Right now, we apply a function like accumulate(that-data) to draw the line, which approximately takes the integral of the dataset (by adding all the numbers up) and turns that into a new dataset.

Then we connect the dots in a vaguely misleading way: if there were 5 tasks at 10AM and 6 tasks at 11AM, we draw a graph which shows there were 5.5 tasks at 10:30 AM. There weren't -- the number of tasks was 5 until 10:59:59.9999, then it jumped to 6, and there's a discontinuity there. But this is a convenient fiction which makes the data easier to read visually.

To subtract two derivative sets, we just invert all the values in the second one, then combine the points, summing the values where both are defined. We can then accumulate that set to get the line we want -- that is, these operations are equivalent:

add(accumulate(all-tasks), accumulate(closed-tasks))
accumulate(add(all-tasks, closed-tasks))

...assuming add() knows that it needs different behavior when the functions are derivative functions vs integrated functions.

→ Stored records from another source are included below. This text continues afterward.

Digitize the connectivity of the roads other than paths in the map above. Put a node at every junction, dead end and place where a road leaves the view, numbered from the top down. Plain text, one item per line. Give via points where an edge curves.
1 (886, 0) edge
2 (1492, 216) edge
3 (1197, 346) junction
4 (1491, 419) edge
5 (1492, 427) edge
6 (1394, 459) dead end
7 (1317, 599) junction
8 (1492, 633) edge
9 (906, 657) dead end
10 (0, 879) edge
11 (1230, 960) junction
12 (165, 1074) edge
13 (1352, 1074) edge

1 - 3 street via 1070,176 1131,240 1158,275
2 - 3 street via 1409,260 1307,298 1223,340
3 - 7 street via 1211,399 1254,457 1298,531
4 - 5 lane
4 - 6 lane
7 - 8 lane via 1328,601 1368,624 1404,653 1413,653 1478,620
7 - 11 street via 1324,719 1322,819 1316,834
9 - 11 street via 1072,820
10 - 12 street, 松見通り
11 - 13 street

So -- what if one function has been accumulated and the other one has not?

I think we can mostly use the same logic, we just need to know if the function is defined everywhere or not. If it's defined everywhere, we treat its value everywhere as the value of the last discrete point. If it's defined almost nowhere, we only process distinct values. Then an accumluate anywhere works like we expect it to?

So we're still left with the three classes of functions: continuous and defined everywhere ("constant(3)"), discontinuous and defined everywhere (on some domain) ("accumulate(open tasks)"), and discontinuous and defined almost nowhere / discrete points (raw "open tasks").

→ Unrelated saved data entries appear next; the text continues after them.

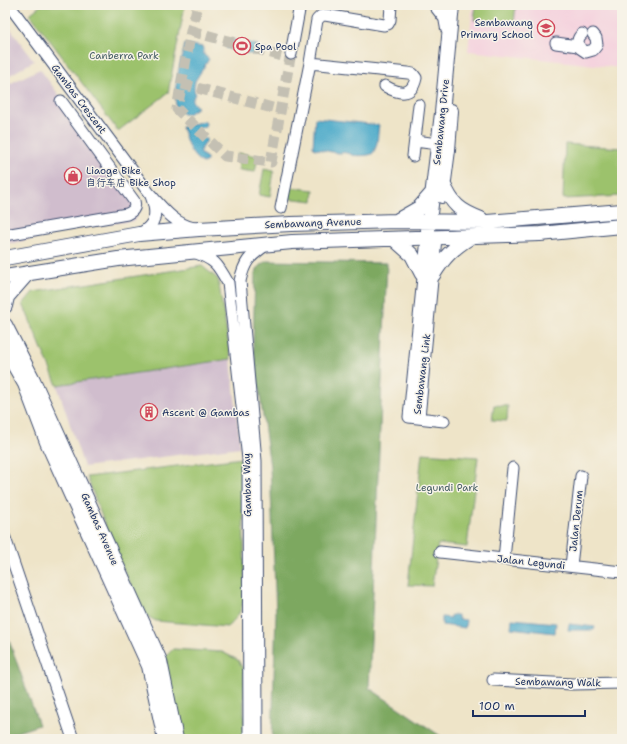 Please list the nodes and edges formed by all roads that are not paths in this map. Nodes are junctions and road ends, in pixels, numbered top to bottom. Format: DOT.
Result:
graph roads {
  1 [pos="7,5"];
  2 [pos="300,5"];
  3 [pos="391,5"];
  4 [pos="436,5"];
  5 [pos="452,5"];
  6 [pos="461,5"];
  7 [pos="450,35"];
  8 [pos="556,43"];
  9 [pos="578,46"];
  10 [pos="291,54"];
  11 [pos="310,63"];
  12 [pos="385,86"];
  13 [pos="61,101"];
  14 [pos="419,105"];
  15 [pos="415,141"];
  16 [pos="438,144"];
  17 [pos="119,152"];
  18 [pos="413,156"];
  19 [pos="106,163"];
  20 [pos="438,187"];
  21 [pos="149,193"];
  22 [pos="281,208"];
  23 [pos="622,211"];
  24 [pos="397,220"];
  25 [pos="434,221"];
  26 [pos="487,222"];
  27 [pos="622,226"];
  28 [pos="199,229"];
  29 [pos="139,234"];
  30 [pos="5,235"];
  31 [pos="471,237"];
  32 [pos="432,238"];
  33 [pos="394,239"];
  34 [pos="267,244"];
  35 [pos="192,251"];
  36 [pos="6,257"];
  37 [pos="28,273"];
  38 [pos="428,274"];
  39 [pos="5,277"];
  40 [pos="5,306"];
  41 [pos="5,326"];
  42 [pos="5,349"];
  43 [pos="444,421"];
  44 [pos="514,468"];
  45 [pos="581,476"];
  46 [pos="5,538"];
  47 [pos="440,552"];
  48 [pos="504,559"];
  49 [pos="571,566"];
  50 [pos="622,572"];
  51 [pos="493,680"];
  52 [pos="622,683"];
  53 [pos="73,739"];
  54 [pos="165,739"];
  55 [pos="176,739"];
  56 [pos="249,739"];
  57 [pos="257,739"];
  1 -- 17 [label="street, Gambas Crescent"];
  2 -- 10 [label="street"];
  3 -- 11 [label="street"];
  4 -- 7 [label="main road"];
  5 -- 7 [label="main road, Sembawang Drive"];
  6 -- 20 [label="main road, Sembawang Drive"];
  7 -- 16 [label="main road, Sembawang Drive"];
  8 -- 9 [label="street"];
  9 -- 9 [label="street"];
  11 -- 12 [label="street"];
  11 -- 22 [label="street"];
  13 -- 19 [label="street"];
  14 -- 15 [label="street"];
  15 -- 16 [label="street"];
  15 -- 18 [label="street"];
  16 -- 20 [label="main road, Sembawang Drive"];
  17 -- 19 [label="street"];
  17 -- 21 [label="street, Gambas Crescent"];
  19 -- 30 [label="street"];
  20 -- 24 [label="main road"];
  20 -- 25 [label="main road, Sembawang Drive"];
  20 -- 26 [label="main road"];
  21 -- 28 [label="street, Gambas Crescent"];
  21 -- 29 [label="street, Gambas Crescent"];
  23 -- 26 [label="main road, Sembawang Avenue"];
  24 -- 25 [label="main road, Sembawang Avenue"];
  24 -- 28 [label="main road, Sembawang Avenue"];
  25 -- 26 [label="main road, Sembawang Avenue"];
  25 -- 32 [label="main road, Sembawang Drive"];
  27 -- 31 [label="main road, Sembawang Avenue"];
  28 -- 29 [label="main road, Sembawang Avenue"];
  29 -- 36 [label="main road, Sembawang Avenue"];
  31 -- 32 [label="main road, Sembawang Avenue"];
  31 -- 38 [label="main road"];
  32 -- 33 [label="main road, Sembawang Avenue"];
  32 -- 38 [label="street, Sembawang Link"];
  33 -- 34 [label="main road, Sembawang Avenue"];
  33 -- 38 [label="main road"];
  34 -- 35 [label="main road, Sembawang Avenue"];
  34 -- 57 [label="street, Gambas Way"];
  35 -- 37 [label="main road, Sembawang Avenue"];
  35 -- 56 [label="street, Gambas Way"];
  37 -- 39 [label="main road, Sembawang Avenue"];
  37 -- 40 [label="main road"];
  38 -- 43 [label="street, Sembawang Link"];
  41 -- 55 [label="main road, Gambas Avenue"];
  42 -- 54 [label="main road, Gambas Avenue"];
  44 -- 48 [label="street"];
  45 -- 49 [label="street, Jalan Derum"];
  46 -- 53 [label="street"];
  47 -- 48 [label="street, Jalan Legundi"];
  48 -- 49 [label="street, Jalan Legundi"];
  49 -- 50 [label="street, Jalan Legundi"];
  51 -- 52 [label="street, Sembawang Walk"];
}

The first class is now "canEvaluateFunction()". The second class is like "isDefinedEverywhereInDomain()"? That's pretty wordy and unclear so I'm inclined to label the third class as "isRawFunction()" or "isDatapointFunction()" or "isImpulseFunction()" or something, instead, I guess? "Impulse" sounds super cool.

That screenshot produces quite the intense optical effect. I thought I was looking at moiré effect from a cellphone camera.

I'm sure you mean an intense productivity effect, optimizing your leverage to achieve key performance results.

src/applications/fact/chart/PhabricatorShiftChartFunction.php
26

This should be "+", fixed elsewhere.

amckinley added inline comments.
src/applications/fact/chart/PhabricatorChartFunction.php
111–113

Maybe make this take an array of x values to evaluate at? I know function overhead is a silly thing to complain about, but I bet 2000 calls vs 1 would show up on a profiler, and I bet some functions that have to spin up a lot of additional state could be implemented less painfully by evaluating every point in a single function call. (This is assuming that getDatapoints below is the only caller of evaluateFunction and there's no other caller that would want piecemeal results).

src/applications/fact/chart/PhabricatorChartFunctionArgumentParser.php
185

I'm honestly not sure if the correct language here should be "function" or "functions". Got an AP style book handy?

185

#literallyunusable

src/applications/fact/chart/PhabricatorCosChartFunction.php
4

Whoa, watch out, Mathematica!

src/applications/fact/controller/PhabricatorFactChartController.php
35–51

parrot

This revision is now accepted and ready to land.Apr 19 2019, 12:07 AM
src/applications/fact/chart/PhabricatorChartFunction.php
111–113

Yeah, the next change looks like it will make this a vector function.

(accumulate() was very hard to implement in a sane way if the function only took $x.)

This revision was automatically updated to reflect the committed changes.